**Exercise description:** Below are some records; state how many of their lines contain the word "every", and add nothing.

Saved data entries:
- - - - - - -
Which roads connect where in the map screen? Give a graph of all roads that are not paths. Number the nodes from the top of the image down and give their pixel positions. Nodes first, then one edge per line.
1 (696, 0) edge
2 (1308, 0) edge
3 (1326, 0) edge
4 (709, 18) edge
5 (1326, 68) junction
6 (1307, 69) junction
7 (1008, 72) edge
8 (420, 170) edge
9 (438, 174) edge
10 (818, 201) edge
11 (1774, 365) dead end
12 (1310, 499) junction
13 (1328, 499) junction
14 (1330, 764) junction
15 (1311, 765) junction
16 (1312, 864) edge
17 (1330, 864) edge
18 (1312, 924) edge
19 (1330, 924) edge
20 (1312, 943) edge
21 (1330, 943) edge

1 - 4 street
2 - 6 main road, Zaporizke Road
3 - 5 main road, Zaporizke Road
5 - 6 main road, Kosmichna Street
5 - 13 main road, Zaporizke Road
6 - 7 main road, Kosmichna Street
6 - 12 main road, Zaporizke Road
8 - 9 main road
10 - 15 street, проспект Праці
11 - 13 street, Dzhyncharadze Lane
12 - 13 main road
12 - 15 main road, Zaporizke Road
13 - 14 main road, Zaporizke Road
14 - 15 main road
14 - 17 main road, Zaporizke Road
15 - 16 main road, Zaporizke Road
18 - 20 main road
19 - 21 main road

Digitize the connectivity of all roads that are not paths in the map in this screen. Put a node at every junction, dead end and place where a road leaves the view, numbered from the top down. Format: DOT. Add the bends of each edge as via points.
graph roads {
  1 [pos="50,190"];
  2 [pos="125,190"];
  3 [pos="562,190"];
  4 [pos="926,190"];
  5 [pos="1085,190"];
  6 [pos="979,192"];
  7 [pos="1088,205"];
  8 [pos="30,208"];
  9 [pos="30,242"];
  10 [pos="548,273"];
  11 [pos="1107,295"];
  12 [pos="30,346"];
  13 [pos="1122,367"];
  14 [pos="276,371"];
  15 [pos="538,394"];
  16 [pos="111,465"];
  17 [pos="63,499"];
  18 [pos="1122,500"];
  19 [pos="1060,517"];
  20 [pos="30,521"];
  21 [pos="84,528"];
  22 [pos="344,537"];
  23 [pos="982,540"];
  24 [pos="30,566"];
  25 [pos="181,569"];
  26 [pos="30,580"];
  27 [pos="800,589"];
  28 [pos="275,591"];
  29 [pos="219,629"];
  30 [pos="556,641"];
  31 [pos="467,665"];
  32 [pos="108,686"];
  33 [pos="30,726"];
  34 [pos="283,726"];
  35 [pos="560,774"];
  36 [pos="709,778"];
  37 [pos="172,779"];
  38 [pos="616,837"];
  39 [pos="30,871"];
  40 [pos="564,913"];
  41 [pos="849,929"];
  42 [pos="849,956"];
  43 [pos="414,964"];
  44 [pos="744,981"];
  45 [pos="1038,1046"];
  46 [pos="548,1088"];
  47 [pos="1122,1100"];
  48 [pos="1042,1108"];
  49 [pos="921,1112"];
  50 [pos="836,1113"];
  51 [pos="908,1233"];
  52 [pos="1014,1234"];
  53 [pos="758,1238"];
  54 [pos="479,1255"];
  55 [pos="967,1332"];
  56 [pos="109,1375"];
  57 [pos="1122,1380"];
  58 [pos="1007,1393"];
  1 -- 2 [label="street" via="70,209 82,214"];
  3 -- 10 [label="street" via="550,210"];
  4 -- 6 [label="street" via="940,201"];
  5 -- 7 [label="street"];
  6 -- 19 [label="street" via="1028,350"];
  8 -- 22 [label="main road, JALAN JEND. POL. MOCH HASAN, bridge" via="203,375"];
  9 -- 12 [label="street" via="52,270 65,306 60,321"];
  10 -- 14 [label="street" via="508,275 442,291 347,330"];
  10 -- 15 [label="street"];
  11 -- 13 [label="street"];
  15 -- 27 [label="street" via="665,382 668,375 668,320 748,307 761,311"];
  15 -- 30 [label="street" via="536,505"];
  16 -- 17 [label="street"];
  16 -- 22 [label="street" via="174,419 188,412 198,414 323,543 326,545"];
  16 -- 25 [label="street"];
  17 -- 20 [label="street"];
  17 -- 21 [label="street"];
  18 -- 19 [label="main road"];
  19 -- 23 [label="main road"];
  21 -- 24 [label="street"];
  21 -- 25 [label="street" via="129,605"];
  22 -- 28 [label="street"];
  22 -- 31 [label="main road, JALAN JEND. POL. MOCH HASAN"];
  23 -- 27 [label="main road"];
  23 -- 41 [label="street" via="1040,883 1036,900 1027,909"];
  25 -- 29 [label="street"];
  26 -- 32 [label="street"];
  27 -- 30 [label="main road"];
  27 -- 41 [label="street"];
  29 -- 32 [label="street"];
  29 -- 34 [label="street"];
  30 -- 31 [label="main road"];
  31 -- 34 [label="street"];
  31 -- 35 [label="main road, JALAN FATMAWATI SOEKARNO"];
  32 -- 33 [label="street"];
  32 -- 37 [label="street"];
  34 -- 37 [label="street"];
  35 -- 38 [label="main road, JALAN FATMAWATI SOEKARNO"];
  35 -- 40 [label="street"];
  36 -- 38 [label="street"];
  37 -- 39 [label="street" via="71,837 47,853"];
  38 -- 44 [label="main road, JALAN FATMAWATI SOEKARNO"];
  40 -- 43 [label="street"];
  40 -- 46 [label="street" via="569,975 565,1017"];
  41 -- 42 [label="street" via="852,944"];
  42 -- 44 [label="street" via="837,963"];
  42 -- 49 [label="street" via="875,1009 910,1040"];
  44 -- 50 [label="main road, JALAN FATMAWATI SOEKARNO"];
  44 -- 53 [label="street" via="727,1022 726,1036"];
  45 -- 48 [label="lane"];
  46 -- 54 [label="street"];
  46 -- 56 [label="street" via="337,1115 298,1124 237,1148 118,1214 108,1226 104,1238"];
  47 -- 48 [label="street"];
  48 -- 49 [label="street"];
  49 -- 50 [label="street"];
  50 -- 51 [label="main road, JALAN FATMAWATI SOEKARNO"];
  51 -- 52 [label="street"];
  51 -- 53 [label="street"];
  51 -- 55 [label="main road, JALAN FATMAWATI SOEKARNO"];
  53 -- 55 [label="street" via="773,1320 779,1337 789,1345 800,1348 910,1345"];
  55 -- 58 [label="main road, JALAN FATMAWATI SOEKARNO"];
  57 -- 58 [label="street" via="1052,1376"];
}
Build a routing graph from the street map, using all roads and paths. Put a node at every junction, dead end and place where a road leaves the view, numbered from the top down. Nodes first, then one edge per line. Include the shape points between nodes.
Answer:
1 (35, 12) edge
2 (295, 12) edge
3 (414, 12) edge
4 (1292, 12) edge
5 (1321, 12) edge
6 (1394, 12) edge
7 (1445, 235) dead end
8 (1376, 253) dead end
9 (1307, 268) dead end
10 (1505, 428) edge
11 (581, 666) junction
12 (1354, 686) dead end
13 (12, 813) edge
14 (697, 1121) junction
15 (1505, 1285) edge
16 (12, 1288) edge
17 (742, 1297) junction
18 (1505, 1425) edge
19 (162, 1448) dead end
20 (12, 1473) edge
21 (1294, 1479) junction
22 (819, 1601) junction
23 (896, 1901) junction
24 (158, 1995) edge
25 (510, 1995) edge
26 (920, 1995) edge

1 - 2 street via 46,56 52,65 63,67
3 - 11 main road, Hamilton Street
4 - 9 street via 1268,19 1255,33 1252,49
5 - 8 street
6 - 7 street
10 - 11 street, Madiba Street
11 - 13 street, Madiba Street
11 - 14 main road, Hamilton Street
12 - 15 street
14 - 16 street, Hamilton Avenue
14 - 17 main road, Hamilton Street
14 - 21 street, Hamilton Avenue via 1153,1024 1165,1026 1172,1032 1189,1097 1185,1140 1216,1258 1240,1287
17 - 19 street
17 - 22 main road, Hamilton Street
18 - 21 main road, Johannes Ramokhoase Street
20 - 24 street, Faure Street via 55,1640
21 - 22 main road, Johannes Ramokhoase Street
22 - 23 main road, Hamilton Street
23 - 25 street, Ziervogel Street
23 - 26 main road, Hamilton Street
- - - - - - -
**Reply to the exercise:** 2